Generating a heatmap from open data using Python

Thu 2 January 2020

Say you have a bunch of geographic open data available and you want to make it easier to interpret or you like long walks on the beach, tasty food and pretty graphics like me.

In this episode we'll use a native language speakers from Mexico dataset. So make sure your shoelaces are well tied and join me in this quest to make some sweet graphics happen.

Also, in case you are pressed for time or reading pseudo-code is more your thing, you can totally skip all this and go head straight to the Github repo, it should contain everything you need to make your own adventure (NO REFUNDS).

OK are they gone? Cool, here we go.

The Crew

* Intro music plays *

Let me introduce you the crew for this quest while the intro music plays:

Matplotlib as the graph generator
Seaborn as the matplotlib sidekick to make it look pretty
Pandas as the data analyst
Pyshp as the translator that speaks the language of the shape files
You as the hacker that will make the graphics happen

Once you download and unpack the zip file make sure to place it at `data/` at the root of the repository. It should look something like this:

$ tree data/PHLITL_2000
data/PHLITL_2000
├── PHLITL_2000.dbf
├── PHLITL_2000.lyr
├── PHLITL_2000.prj
├── PHLITL_2000.shp
└── PHLITL_2000.shx

From these files the entry point for our code is the shape file `data/PHLITL_2000/PHLITL_2000.shp`. Let's get a sneak peak to look at the file (I'll get my coat).

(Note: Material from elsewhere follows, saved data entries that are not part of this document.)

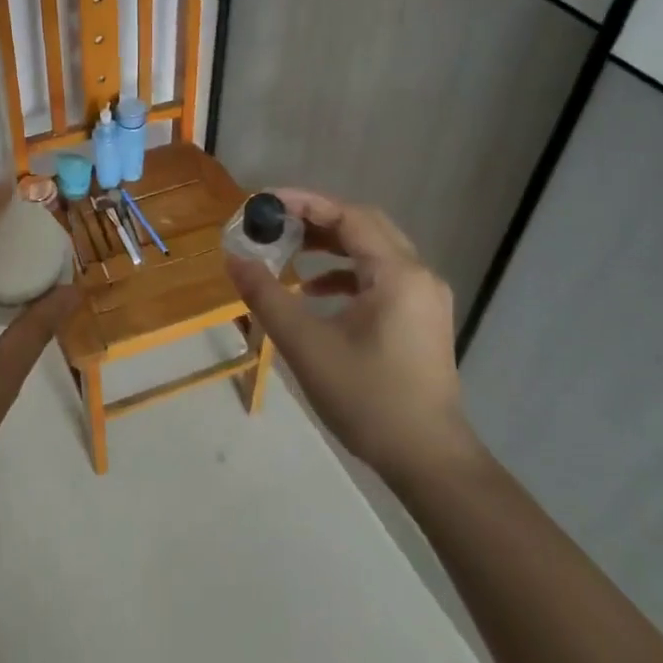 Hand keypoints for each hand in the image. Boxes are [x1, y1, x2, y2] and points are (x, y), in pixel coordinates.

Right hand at [223, 189, 472, 478]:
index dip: (305, 203)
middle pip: (364, 227)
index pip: (349, 216)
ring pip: (374, 251)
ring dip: (331, 246)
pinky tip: (315, 292)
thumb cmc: (368, 398)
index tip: (265, 202)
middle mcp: (418, 275)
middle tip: (275, 222)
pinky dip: (346, 274)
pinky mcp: (422, 318)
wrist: (428, 460)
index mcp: (397, 273)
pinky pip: (381, 277)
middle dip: (317, 220)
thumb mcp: (306, 345)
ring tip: (290, 251)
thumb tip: (234, 258)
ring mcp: (424, 298)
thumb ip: (267, 296)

Introspecting the shape file

For this part of the quest we'll ask pyshp do its thing. Yo buddy it's your turn!

IMPORTANT: Make sure the requirements of the repo are installed and the data has been extracted in the expected location: `data/` (NO REFUNDS).

Running this snippet will produce results similar to:

$ python 01_read_file.py
Columns available: `['AREA', 'PERIMETER', 'DPHLIL_', 'DPHLIL_ID', 'EDO_NUM', 'EDO_LEY', 'MPO_NUM', 'MPO_LEY', 'PHLI_TOT', 'PHLI_TML1', 'PHLI_TML2', 'PHLI_TML3', 'PHLI_TML4', 'ICON_TML1', 'ICON_TML2', 'ICON_TML3', 'ICON_TML4', 'DPHLIL_NUM', 'DPHLIL_LEY']`
Total records: 2480
Municipality: Mexicali
State: Baja California
Total native speakers: De 15,000 y mas
Shape points (sample): `[(788992.7599999954, 3707437.079667801), (788883.5799999968, 3707243.719667798), (788863.5499999961, 3707013.139667798)]`

We are in luck. This is very convenient for our purposes. The `SHP` file contains all the data we need to generate the shapes and it also contains the values to generate the heatmap. YEET! yeet indeed.

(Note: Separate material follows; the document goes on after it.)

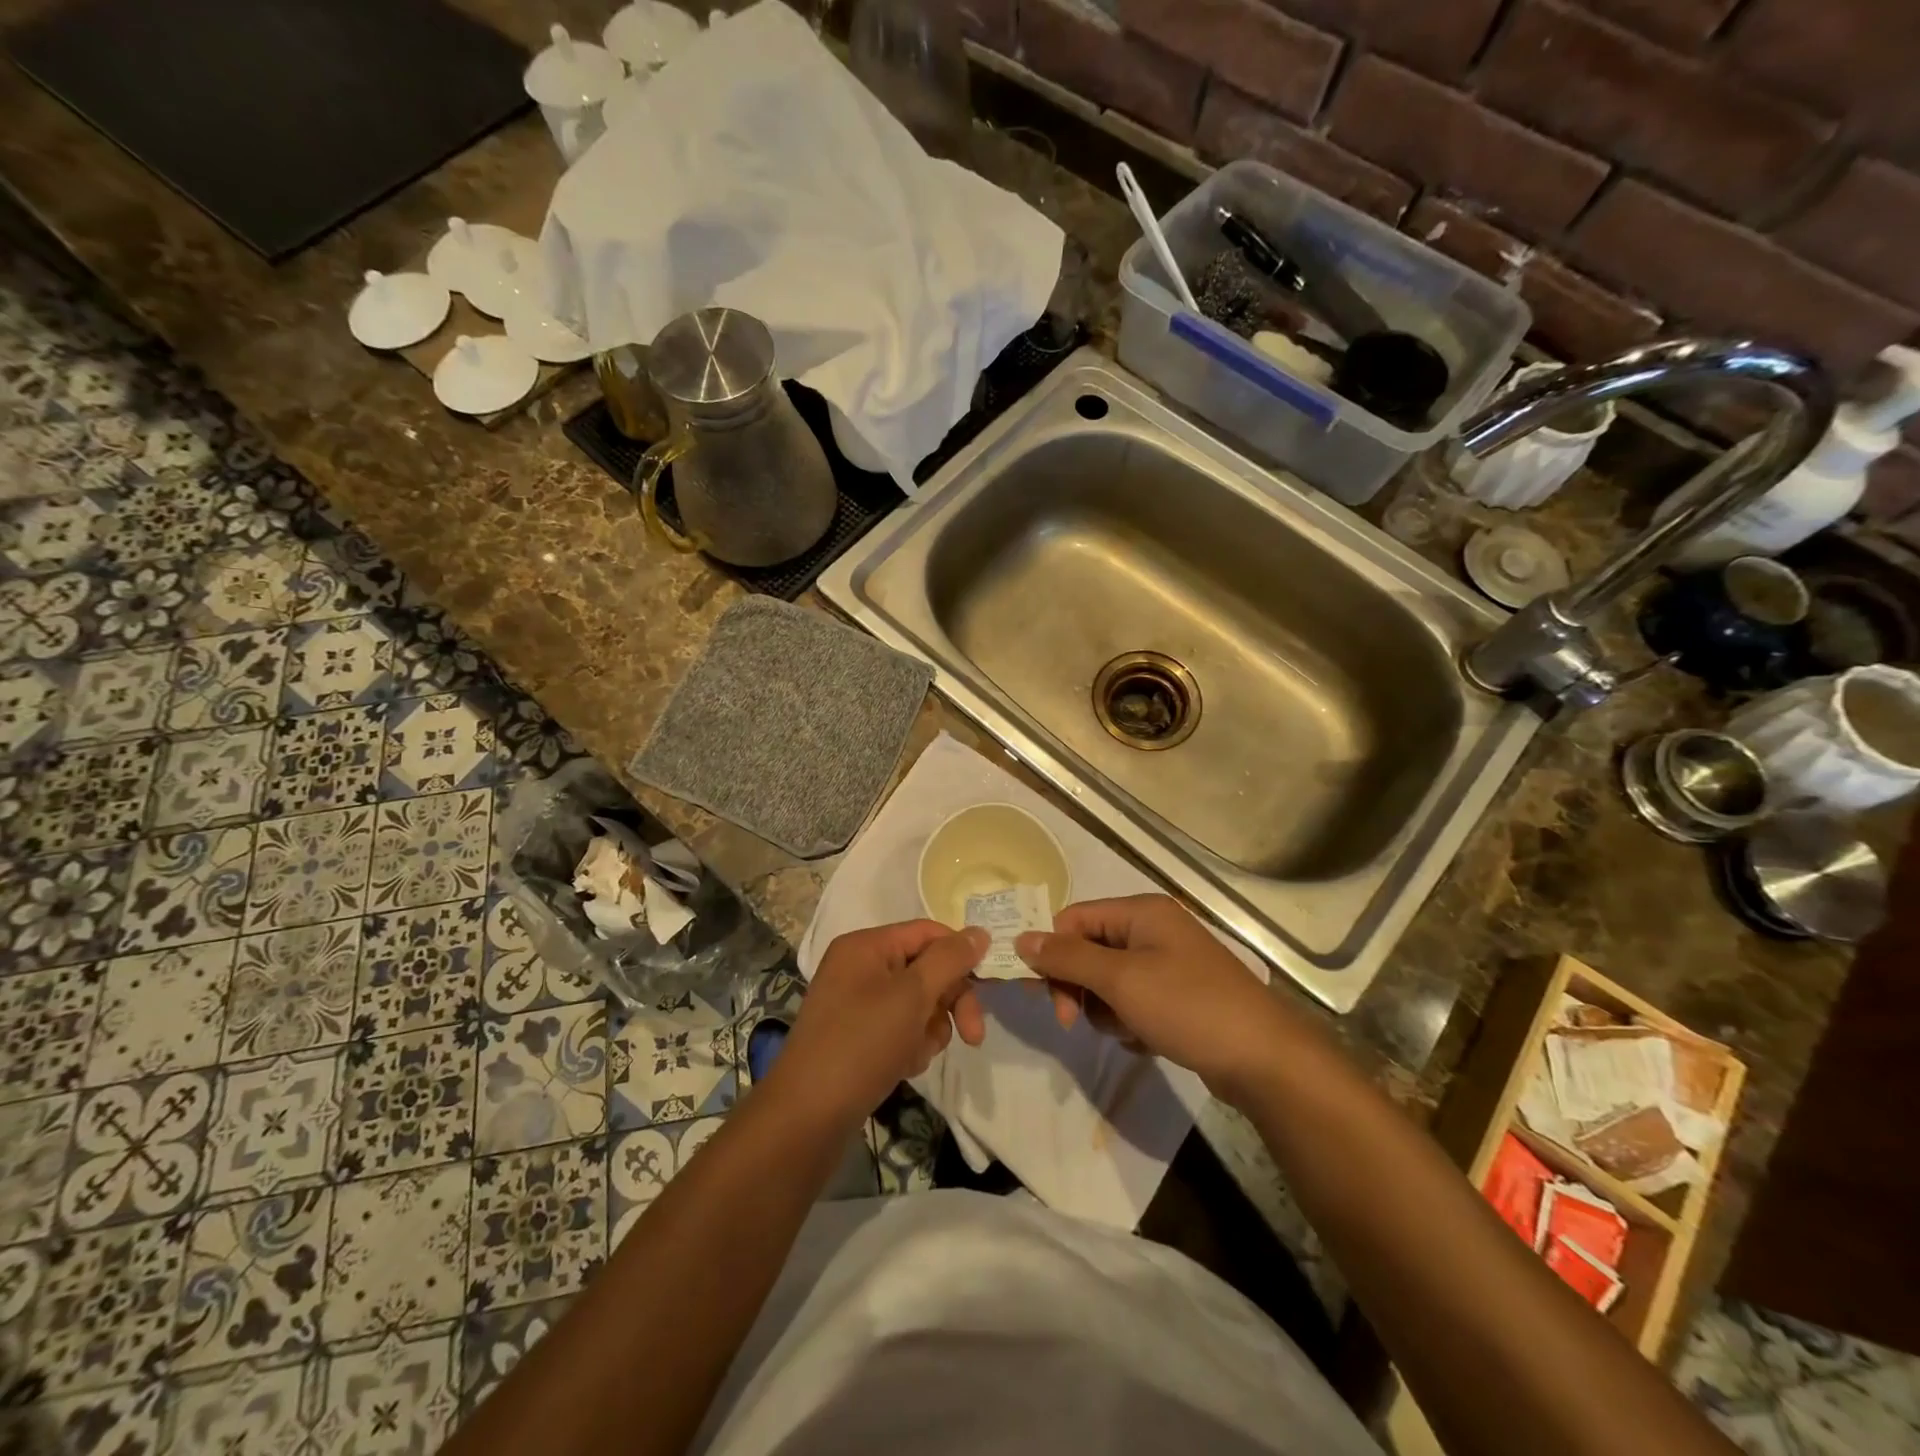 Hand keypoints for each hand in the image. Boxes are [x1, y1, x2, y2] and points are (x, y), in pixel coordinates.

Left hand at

Alright crew, time to move to the next step.

Transform and filter the data

It would be totally cool if there was a tool that easily allow us to query and modify the data in the shape file you say.

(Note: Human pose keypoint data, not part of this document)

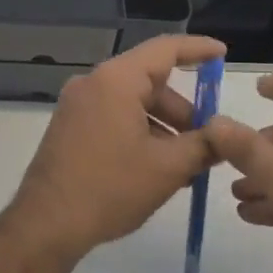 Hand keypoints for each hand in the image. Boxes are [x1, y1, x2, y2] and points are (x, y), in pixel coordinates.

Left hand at [9, 33, 225, 261]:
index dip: (198, 49)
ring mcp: (77, 105)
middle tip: (209, 140)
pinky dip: (140, 133)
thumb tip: (225, 135)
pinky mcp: (70, 127)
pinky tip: (157, 167)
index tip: (223, 54)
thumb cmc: (110, 188)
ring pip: (133, 103)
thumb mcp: (167, 168)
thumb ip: (204, 145)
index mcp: (116, 80)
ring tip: (187, 164)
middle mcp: (93, 82)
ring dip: (163, 127)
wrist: (47, 223)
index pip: (165, 49)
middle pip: (150, 81)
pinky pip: (114, 117)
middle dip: (183, 109) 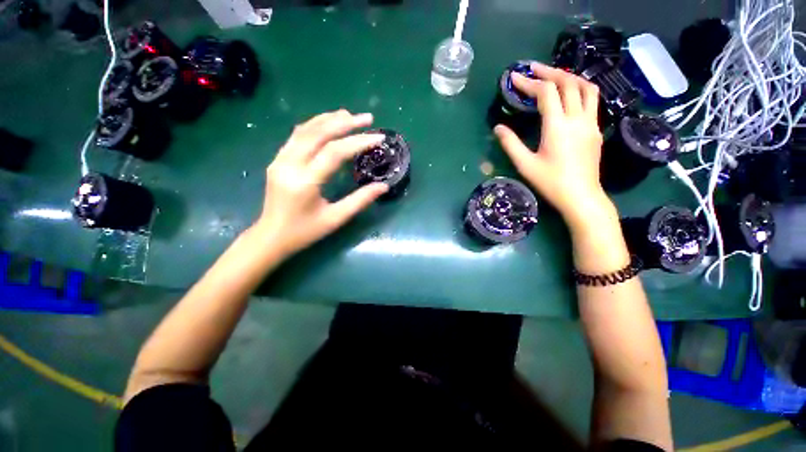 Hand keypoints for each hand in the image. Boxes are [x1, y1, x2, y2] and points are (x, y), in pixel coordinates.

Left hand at [253, 110, 388, 255]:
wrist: (270, 236)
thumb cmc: (305, 231)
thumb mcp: (335, 219)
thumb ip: (360, 200)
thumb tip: (384, 186)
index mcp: (305, 182)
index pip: (334, 152)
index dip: (358, 142)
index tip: (378, 137)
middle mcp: (289, 164)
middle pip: (318, 133)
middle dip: (345, 122)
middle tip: (367, 118)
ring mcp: (280, 159)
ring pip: (305, 129)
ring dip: (329, 119)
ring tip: (350, 115)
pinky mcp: (278, 159)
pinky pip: (297, 136)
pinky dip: (315, 126)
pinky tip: (328, 124)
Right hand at [494, 63, 610, 228]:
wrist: (581, 196)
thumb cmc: (550, 182)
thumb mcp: (525, 164)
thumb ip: (510, 144)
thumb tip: (498, 128)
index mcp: (557, 126)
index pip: (545, 93)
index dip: (529, 82)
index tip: (514, 77)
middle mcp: (577, 118)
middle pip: (568, 82)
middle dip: (549, 72)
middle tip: (533, 69)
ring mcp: (591, 122)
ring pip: (585, 87)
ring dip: (568, 76)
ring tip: (553, 76)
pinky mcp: (596, 129)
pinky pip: (591, 99)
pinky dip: (579, 89)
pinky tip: (569, 95) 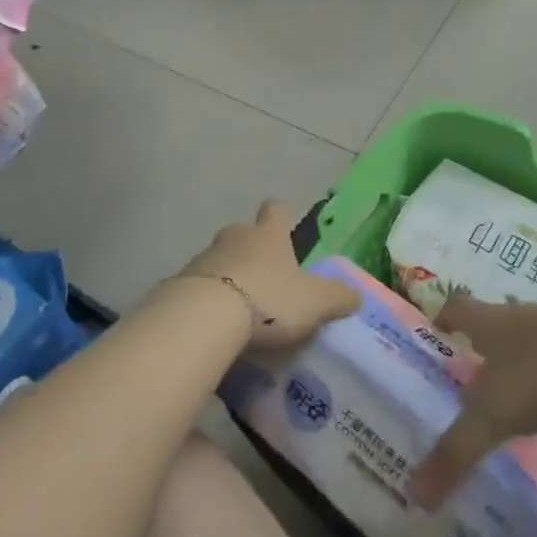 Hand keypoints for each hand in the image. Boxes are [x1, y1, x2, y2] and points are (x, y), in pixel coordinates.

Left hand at [177, 200, 360, 348]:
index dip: (282, 218)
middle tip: (265, 280)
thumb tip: (356, 295)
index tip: (286, 231)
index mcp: (268, 235)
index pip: (276, 210)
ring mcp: (203, 258)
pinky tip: (214, 327)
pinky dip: (207, 301)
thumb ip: (337, 297)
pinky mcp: (179, 283)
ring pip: (219, 260)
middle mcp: (235, 237)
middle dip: (252, 251)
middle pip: (244, 233)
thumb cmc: (268, 300)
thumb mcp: (314, 303)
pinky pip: (198, 287)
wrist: (204, 318)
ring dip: (228, 277)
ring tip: (239, 312)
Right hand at [407, 296, 536, 509]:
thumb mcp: (492, 417)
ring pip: (530, 339)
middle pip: (494, 322)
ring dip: (519, 359)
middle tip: (469, 371)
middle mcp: (520, 317)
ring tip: (512, 392)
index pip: (457, 308)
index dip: (444, 316)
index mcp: (490, 323)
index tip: (437, 328)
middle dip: (481, 343)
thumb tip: (415, 495)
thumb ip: (455, 454) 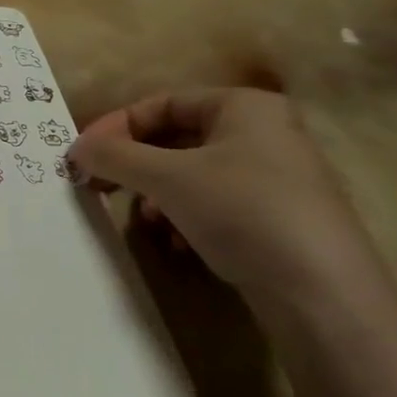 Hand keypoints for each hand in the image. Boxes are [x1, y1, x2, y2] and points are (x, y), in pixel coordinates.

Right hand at [69, 89, 386, 303]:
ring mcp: (273, 178)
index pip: (162, 102)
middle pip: (175, 139)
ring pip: (191, 175)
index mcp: (244, 107)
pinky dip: (184, 218)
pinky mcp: (276, 218)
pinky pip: (213, 205)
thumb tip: (76, 148)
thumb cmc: (243, 212)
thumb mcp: (168, 178)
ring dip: (156, 196)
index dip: (117, 126)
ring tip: (144, 222)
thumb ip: (115, 156)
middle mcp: (263, 133)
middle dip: (135, 165)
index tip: (83, 155)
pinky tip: (176, 244)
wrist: (321, 293)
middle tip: (100, 187) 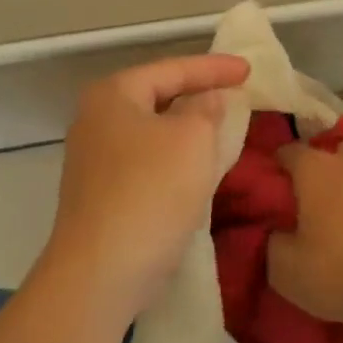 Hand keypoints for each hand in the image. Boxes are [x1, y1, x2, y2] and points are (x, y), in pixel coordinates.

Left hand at [40, 53, 249, 322]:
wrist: (100, 275)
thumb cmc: (151, 191)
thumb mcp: (193, 139)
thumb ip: (207, 109)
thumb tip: (208, 100)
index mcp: (113, 95)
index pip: (171, 69)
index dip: (213, 67)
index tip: (248, 69)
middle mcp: (96, 119)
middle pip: (158, 97)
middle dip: (197, 95)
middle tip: (235, 94)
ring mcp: (93, 160)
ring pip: (153, 132)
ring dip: (187, 130)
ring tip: (222, 128)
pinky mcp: (100, 195)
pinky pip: (146, 161)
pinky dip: (173, 158)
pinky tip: (196, 169)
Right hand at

Fam, say no more. Time for pandas to take the wheel.

IMPORTANT: Make sure the requirements of the repo are installed and the data has been extracted in the expected location: `data/` (NO REFUNDS).

Running this script will generate an output similar to:

# python 02_analize_shape_data.py
Available states: {'Hidalgo', 'Aguascalientes', 'Baja California Sur', 'Nuevo Leon', 'Tamaulipas', 'Nayarit', 'Tlaxcala', 'Baja California', 'San Luis Potosi', 'Mexico', 'Colima', 'Coahuila', 'Queretaro', 'Guanajuato', 'Tabasco', 'Chiapas', 'Morelos', 'Sinaloa', 'Oaxaca', 'Quintana Roo', 'Zacatecas', 'Campeche', 'Puebla', 'Sonora', 'Chihuahua', 'Guerrero', 'Yucatan', 'Michoacan', 'Durango', 'Distrito Federal', 'Veracruz', 'Jalisco'}
Available values: {'Sin poblacion hablante de lengua indigena', 'De 2,500 a 4,999 y de 5,000 a 14,999', 'Menor de 2,500 y de 2,500 a 4,999', 'De 5,000 a 14,999', 'De 15,000 y mas', 'Menor de 2,500', 'De 2,500 a 4,999', 'Menor de 2,500 y de 5,000 a 14,999', 'De 5,000 a 14,999 y de 15,000 y mas'}

This shows the states contained in the dataset and their possible values for each municipality.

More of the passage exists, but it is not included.